Rehaussement du seuil des marchés publics : c’est peut-être un détail pour vous…
Non classé, Communication institutionnelle · Publié le jeudi 19 mars
À partir du 1er avril 2026, le seuil de dispense de publicité et de mise en concurrence pour les marchés publics de fournitures et de services passera de 40 000 € à 60 000 € HT. Une évolution réglementaire relativement discrète, mais qui pourrait avoir des effets très concrets sur certaines pratiques d’achat public et sur l’accès aux marchés pour les prestataires.
Cette mesure s’inscrit dans une politique plus large de simplification du droit de la commande publique, avec un objectif : alléger les procédures pour les acheteurs publics et favoriser la participation des PME.

Une simplification des procédures d’achat
Concrètement, en dessous du seuil de 60 000 € HT, les acheteurs publics pourront passer un marché sans publicité ni mise en concurrence formalisée, tout en respectant les principes fondamentaux de la commande publique : bonne utilisation des deniers publics, transparence et choix pertinent du prestataire.
L’objectif est clair :
-réduire la charge administrative pour les acheteurs publics,
-accélérer certaines procédures,
–faciliter l’accès des PME aux marchés publics.
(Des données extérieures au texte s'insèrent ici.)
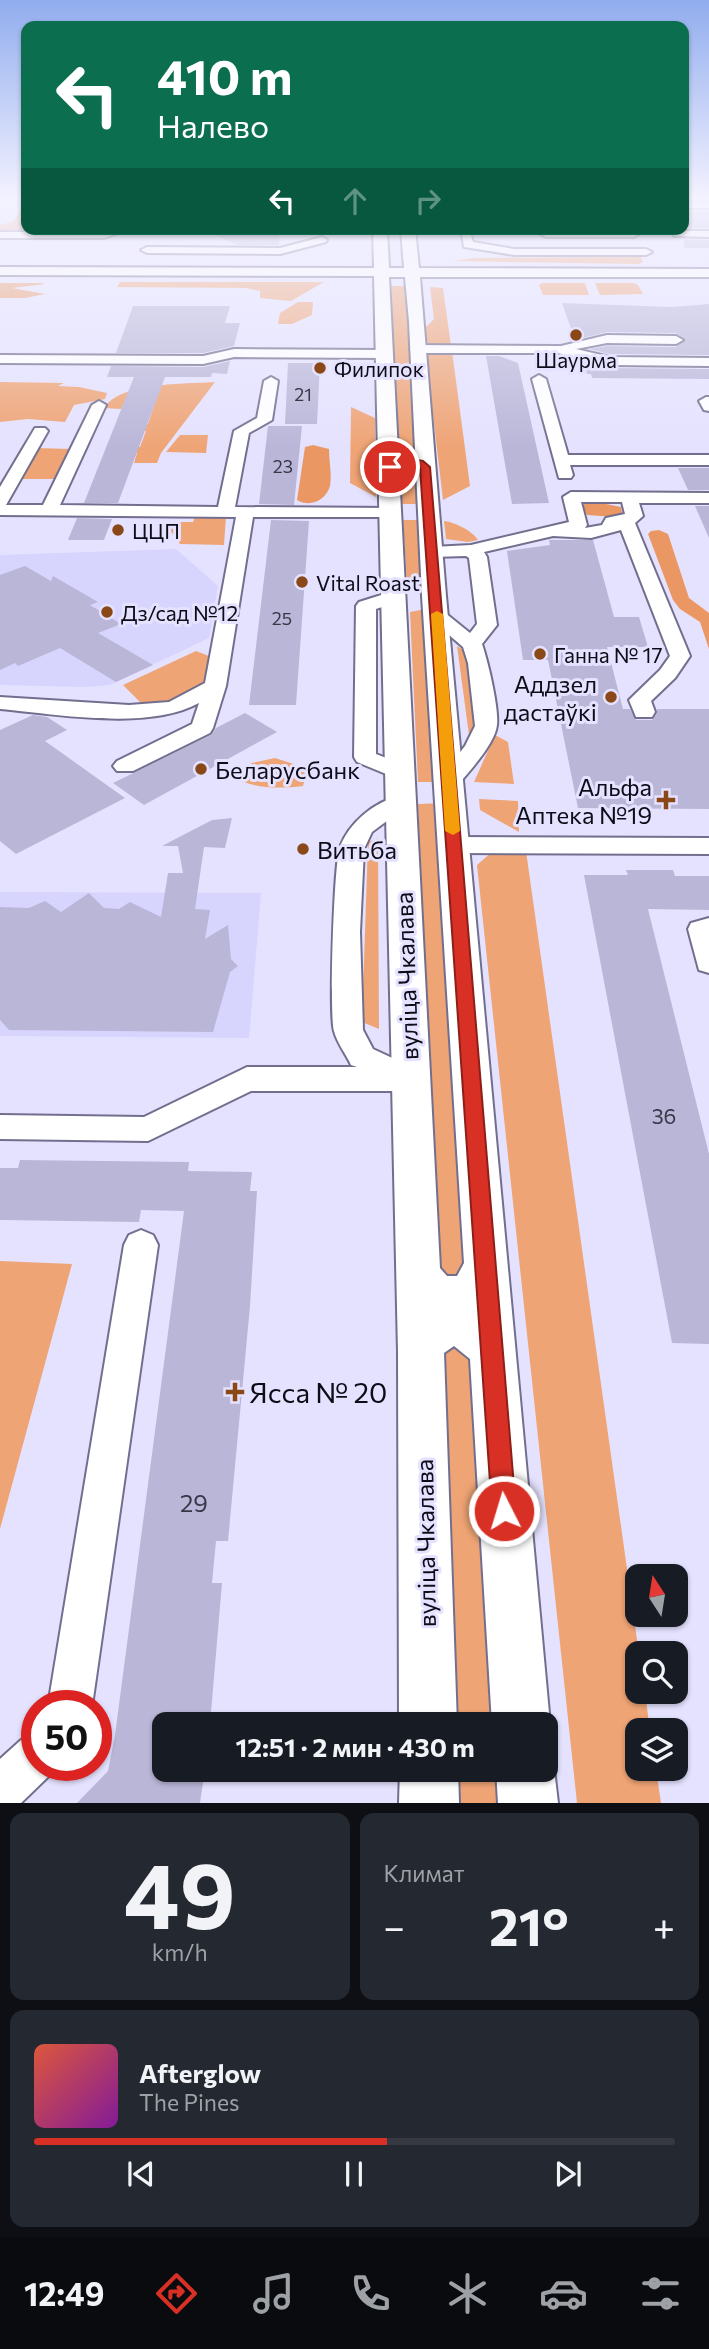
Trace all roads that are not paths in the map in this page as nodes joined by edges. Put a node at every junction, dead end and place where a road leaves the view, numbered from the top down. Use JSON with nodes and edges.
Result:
{"nodes":[{"id":1,"x":365,"y":281,"type":"edge"},
{"id":2,"x":383,"y":281,"type":"edge"},
{"id":3,"x":413,"y":281,"type":"edge"},
{"id":4,"x":383,"y":292,"type":"junction"},
{"id":5,"x":676,"y":340,"type":"dead end"},
{"id":6,"x":417,"y":349,"type":"junction"},
{"id":7,"x":558,"y":349,"type":"junction"},
{"id":8,"x":386,"y":354,"type":"junction"},
{"id":9,"x":0,"y":359,"type":"edge"},
{"id":10,"x":709,"y":362,"type":"edge"},
{"id":11,"x":539,"y":379,"type":"dead end"},
{"id":12,"x":271,"y":381,"type":"dead end"},
{"id":13,"x":99,"y":405,"type":"dead end"},
{"id":14,"x":40,"y":430,"type":"dead end"},
{"id":15,"x":390,"y":457,"type":"junction"},
{"id":16,"x":424,"y":457,"type":"junction"},
{"id":17,"x":560,"y":460,"type":"junction"},
{"id":18,"x":709,"y":460,"type":"edge"},
{"id":19,"x":571,"y":497,"type":"junction"},
{"id":20,"x":629,"y":498,"type":"junction"},
{"id":21,"x":709,"y":498,"type":"edge"},
{"id":22,"x":0,"y":502,"type":"edge"},
{"id":23,"x":0,"y":510,"type":"edge"},
{"id":24,"x":49,"y":510,"type":"junction"},
{"id":25,"x":225,"y":513,"type":"junction"},
{"id":26,"x":245,"y":513,"type":"junction"},
{"id":27,"x":392,"y":513,"type":"junction"},
{"id":28,"x":613,"y":524,"type":"junction"},
{"id":29,"x":578,"y":525,"type":"junction"},
{"id":30,"x":553,"y":531,"type":"junction"},
{"id":31,"x":471,"y":550,"type":"junction"},
{"id":32,"x":432,"y":552,"type":"junction"},
{"id":33,"x":394,"y":597,"type":"junction"},
{"id":34,"x":436,"y":606,"type":"junction"},
{"id":35,"x":472,"y":645,"type":"junction"},
{"id":36,"x":215,"y":686,"type":"junction"},
{"id":37,"x":0,"y":703,"type":"edge"},
{"id":38,"x":25,"y":704,"type":"junction"},
{"id":39,"x":644,"y":712,"type":"dead end"},
{"id":40,"x":0,"y":715,"type":"edge"},
{"id":41,"x":125,"y":765,"type":"dead end"},
{"id":42,"x":450,"y":780,"type":"junction"},
{"id":43,"x":399,"y":787,"type":"junction"},
{"id":44,"x":454,"y":845,"type":"junction"},
{"id":45,"x":709,"y":846,"type":"edge"},
{"id":46,"x":709,"y":927,"type":"edge"},
{"id":47,"x":709,"y":962,"type":"edge"},
{"id":48,"x":410,"y":1079,"type":"junction"},
{"id":49,"x":0,"y":1127,"type":"edge"},
{"id":50,"x":141,"y":1245,"type":"dead end"},
{"id":51,"x":417,"y":1265,"type":"junction"},
{"id":52,"x":484,"y":1266,"type":"junction"},
{"id":53,"x":421,"y":1352,"type":"junction"},
{"id":54,"x":491,"y":1352,"type":"junction"},
{"id":55,"x":71,"y":1690,"type":"edge"},
{"id":56,"x":428,"y":1712,"type":"edge"},
{"id":57,"x":520,"y":1712,"type":"edge"},
{"id":58,"x":21,"y":1771,"type":"edge"},
{"id":59,"x":429,"y":1782,"type":"edge"},
{"id":60,"x":526,"y":1782,"type":"edge"},
{"id":61,"x":0,"y":1791,"type":"edge"},
{"id":62,"x":429,"y":1803,"type":"edge"},
{"id":63,"x":528,"y":1803,"type":"edge"}],
"edges":[{"from":1,"to":4,"type":"main road"},
{"from":2,"to":4,"type":"main road","name":"вуліца Чкалава"},
{"from":3,"to":6,"type":"main road"},
{"from":4,"to":8,"type":"main road","name":"вуліца Чкалава"},
{"from":5,"to":7,"type":"lane"},
{"from":6,"to":7,"type":"lane"},
{"from":6,"to":16,"type":"main road"},
{"from":7,"to":10,"type":"lane"},
{"from":8,"to":9,"type":"lane"},
{"from":8,"to":15,"type":"main road","name":"вуліца Чкалава"},
{"from":11,"to":17,"type":"lane"},
{"from":12,"to":25,"type":"lane"},
{"from":13,"to":24,"type":"lane"},
{"from":14,"to":22,"type":"lane"},
{"from":15,"to":16,"type":"main road"},
{"from":15,"to":27,"type":"main road","name":"вуліца Чкалава"},
{"from":16,"to":32,"type":"main road"},
{"from":17,"to":18,"type":"lane"},
{"from":17,"to":19,"type":"lane"},
{"from":19,"to":20,"type":"lane"},
{"from":19,"to":29,"type":"lane"},
{"from":20,"to":21,"type":"lane"},
{"from":20,"to":28,"type":"lane"},
{"from":23,"to":24,"type":"lane"},
{"from":24,"to":25,"type":"lane"},
{"from":25,"to":26,"type":"lane"},
{"from":26,"to":27,"type":"lane"},
{"from":26,"to":36,"type":"lane"},
{"from":27,"to":33,"type":"main road","name":"вуліца Чкалава"},
{"from":28,"to":29,"type":"lane"},
{"from":28,"to":30,"type":"lane"},
{"from":28,"to":39,"type":"lane"},
{"from":29,"to":30,"type":"lane"},
{"from":30,"to":31,"type":"lane"},
{"from":31,"to":32,"type":"lane"},
{"from":31,"to":35,"type":"lane"},
{"from":32,"to":34,"type":"main road"},
{"from":33,"to":34,"type":"main road"},
{"from":33,"to":43,"type":"main road","name":"вуліца Чкалава"},
{"from":33,"to":43,"type":"lane"},
{"from":34,"to":35,"type":"lane"},
{"from":34,"to":42,"type":"main road"},
{"from":35,"to":42,"type":"lane"},
{"from":36,"to":38,"type":"lane"},
{"from":36,"to":41,"type":"lane"},
{"from":37,"to":38,"type":"lane"},
{"from":38,"to":40,"type":"lane"},
{"from":42,"to":44,"type":"main road"},
{"from":43,"to":48,"type":"main road","name":"вуліца Чкалава"},
{"from":43,"to":48,"type":"lane"},
{"from":44,"to":45,"type":"lane"},
{"from":44,"to":52,"type":"main road"},
{"from":46,"to":47,"type":"lane"},
{"from":48,"to":49,"type":"lane"},
{"from":48,"to":51,"type":"main road","name":"вуліца Чкалава"},
{"from":50,"to":55,"type":"lane"},
{"from":51,"to":52,"type":"main road"},
{"from":51,"to":53,"type":"main road","name":"вуліца Чкалава"},
{"from":52,"to":54,"type":"main road"},
{"from":53,"to":54,"type":"main road"},
{"from":53,"to":56,"type":"main road","name":"вуліца Чкалава"},
{"from":54,"to":57,"type":"main road"},
{"from":58,"to":61,"type":"lane"},
{"from":59,"to":62,"type":"main road"},
{"from":60,"to":63,"type":"main road"}]}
Des effets concrets pour certaines prestations
Pour de nombreuses missions de prestations intellectuelles — diagnostic, études, accompagnement stratégique, organisation, conception d’identités visuelles et de campagnes, production éditoriale ou formations — ce relèvement du seuil permettra des consultations plus simples et plus rapides.
Les acheteurs publics disposeront ainsi d’une plus grande souplesse pour mobiliser un prestataire sur une mission ponctuelle, sans engager une procédure complète.
Une opportunité pour travailler autrement avec Epiceum
Pour Epiceum et pour ses clients, ce nouveau seuil ouvre une possibilité concrète : travailler ensemble de façon plus directe, plus souple et plus rapide.
Sans procédure formalisée, notre relation peut s’engager ou se poursuivre sur des missions ponctuelles dans des délais réduits : diagnostic, conseil stratégique, production de contenus, accompagnement d’un projet spécifique.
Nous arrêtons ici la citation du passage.